Abstract for invited review in Molecular Mechanisms of Immune Complex Pathophysiology thematic issue to be published in Frontiers in Immunology. Immune Complexes(IC)in Juvenile Idiopathic Arthritis (JIA) Terry L. Moore, MD, FAAP, FACR, MACR Professor of Internal Medicine,Pediatrics, and Molecular Biology and Immunology Director of Adult and Pediatric Rheumatology Saint Louis University School of Medicine Saint Louis, Missouri 631`04,USA Juvenile idiopathic arthritis (JIA) reflects a group of clinically heterogeneous, autoimmune disorders in children characterized by chronic arthritis and hallmarked by elevated levels of circulating immune complexes (CICs) and associated complement activation by-products in their sera.

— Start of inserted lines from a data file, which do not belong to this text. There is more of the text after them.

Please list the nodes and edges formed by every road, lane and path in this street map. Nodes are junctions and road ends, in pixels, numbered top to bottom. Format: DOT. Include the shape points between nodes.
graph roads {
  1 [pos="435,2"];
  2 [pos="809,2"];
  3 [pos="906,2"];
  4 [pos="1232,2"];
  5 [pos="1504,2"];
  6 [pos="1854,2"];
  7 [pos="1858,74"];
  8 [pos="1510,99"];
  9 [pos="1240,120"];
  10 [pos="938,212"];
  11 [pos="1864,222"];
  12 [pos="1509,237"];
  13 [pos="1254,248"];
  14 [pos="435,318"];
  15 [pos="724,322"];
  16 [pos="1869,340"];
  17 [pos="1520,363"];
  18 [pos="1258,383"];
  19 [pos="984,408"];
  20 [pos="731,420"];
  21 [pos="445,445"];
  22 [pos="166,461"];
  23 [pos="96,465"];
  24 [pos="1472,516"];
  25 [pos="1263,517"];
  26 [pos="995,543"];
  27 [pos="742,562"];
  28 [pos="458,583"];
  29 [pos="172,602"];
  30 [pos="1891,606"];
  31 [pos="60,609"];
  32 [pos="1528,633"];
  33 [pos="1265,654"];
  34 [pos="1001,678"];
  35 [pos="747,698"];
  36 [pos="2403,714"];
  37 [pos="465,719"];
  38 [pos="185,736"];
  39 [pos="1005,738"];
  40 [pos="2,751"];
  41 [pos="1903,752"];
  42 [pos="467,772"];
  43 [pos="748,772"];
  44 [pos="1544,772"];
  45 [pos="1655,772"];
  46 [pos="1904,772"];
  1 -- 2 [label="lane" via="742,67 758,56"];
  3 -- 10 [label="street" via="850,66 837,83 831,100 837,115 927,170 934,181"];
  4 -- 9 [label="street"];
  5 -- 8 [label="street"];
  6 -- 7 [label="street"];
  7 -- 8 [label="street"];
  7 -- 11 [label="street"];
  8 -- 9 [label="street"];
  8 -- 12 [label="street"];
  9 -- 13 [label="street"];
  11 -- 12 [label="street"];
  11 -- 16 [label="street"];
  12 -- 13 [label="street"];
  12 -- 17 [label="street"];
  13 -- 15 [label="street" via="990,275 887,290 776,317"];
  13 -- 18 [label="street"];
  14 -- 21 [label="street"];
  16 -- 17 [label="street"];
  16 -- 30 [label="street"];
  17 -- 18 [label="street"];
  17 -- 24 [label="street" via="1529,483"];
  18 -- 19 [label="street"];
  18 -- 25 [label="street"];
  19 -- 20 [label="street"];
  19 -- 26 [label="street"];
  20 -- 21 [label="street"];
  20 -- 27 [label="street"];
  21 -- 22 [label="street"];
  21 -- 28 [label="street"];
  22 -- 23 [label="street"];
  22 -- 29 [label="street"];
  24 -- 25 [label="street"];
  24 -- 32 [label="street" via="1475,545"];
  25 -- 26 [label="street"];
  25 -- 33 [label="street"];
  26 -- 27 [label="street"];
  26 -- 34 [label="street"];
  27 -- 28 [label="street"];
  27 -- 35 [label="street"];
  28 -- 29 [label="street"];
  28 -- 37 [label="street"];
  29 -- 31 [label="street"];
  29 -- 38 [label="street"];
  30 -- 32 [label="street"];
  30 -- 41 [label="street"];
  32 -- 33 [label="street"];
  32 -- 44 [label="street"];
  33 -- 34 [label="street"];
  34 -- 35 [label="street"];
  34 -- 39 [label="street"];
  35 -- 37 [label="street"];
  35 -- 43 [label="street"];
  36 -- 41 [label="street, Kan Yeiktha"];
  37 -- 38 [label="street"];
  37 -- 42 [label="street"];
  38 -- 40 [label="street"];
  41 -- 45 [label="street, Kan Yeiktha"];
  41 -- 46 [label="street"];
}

ICs have been detected in patients’ sera with JIA utilizing a variety of methods, including the anti-human IgM affinity column,C1q solid phase assay, polyethylene glycol precipitation, Staphylococcal Protein A separation method, anti-C1q/C3 affinity columns, and FcγRIII affinity method. As many as 75% of JIA patients have had IC detected in their sera. The CIC proteome in JIA patients has been examined to elucidate disease-associated proteins that are expressed in active disease. Evaluation of these IC s have shown the presence of multiple peptide fragments by SDS-PAGE and 2-DE. Subsequently, all isotypes of rheumatoid factor (RF), isotypes of anti-cyclic citrullinated (CCP) peptide antibodies, IgG, C1q, C4, C3, and the membrane attack complex (MAC) were detected in these IC. Complement activation and levels of IC correlate with disease activity in JIA, indicating their role in the pathophysiology of the disease. This review will summarize the existing literature and discuss the role of possible protein modification that participates in the generation of immune response. We will address the possible role of these events in the development of ectopic germinal centers that become the secondary site of plasma cell development in JIA. We will further address possible therapeutic modalities that could be instituted as a result of the information gathered by the presence of ICs in JIA.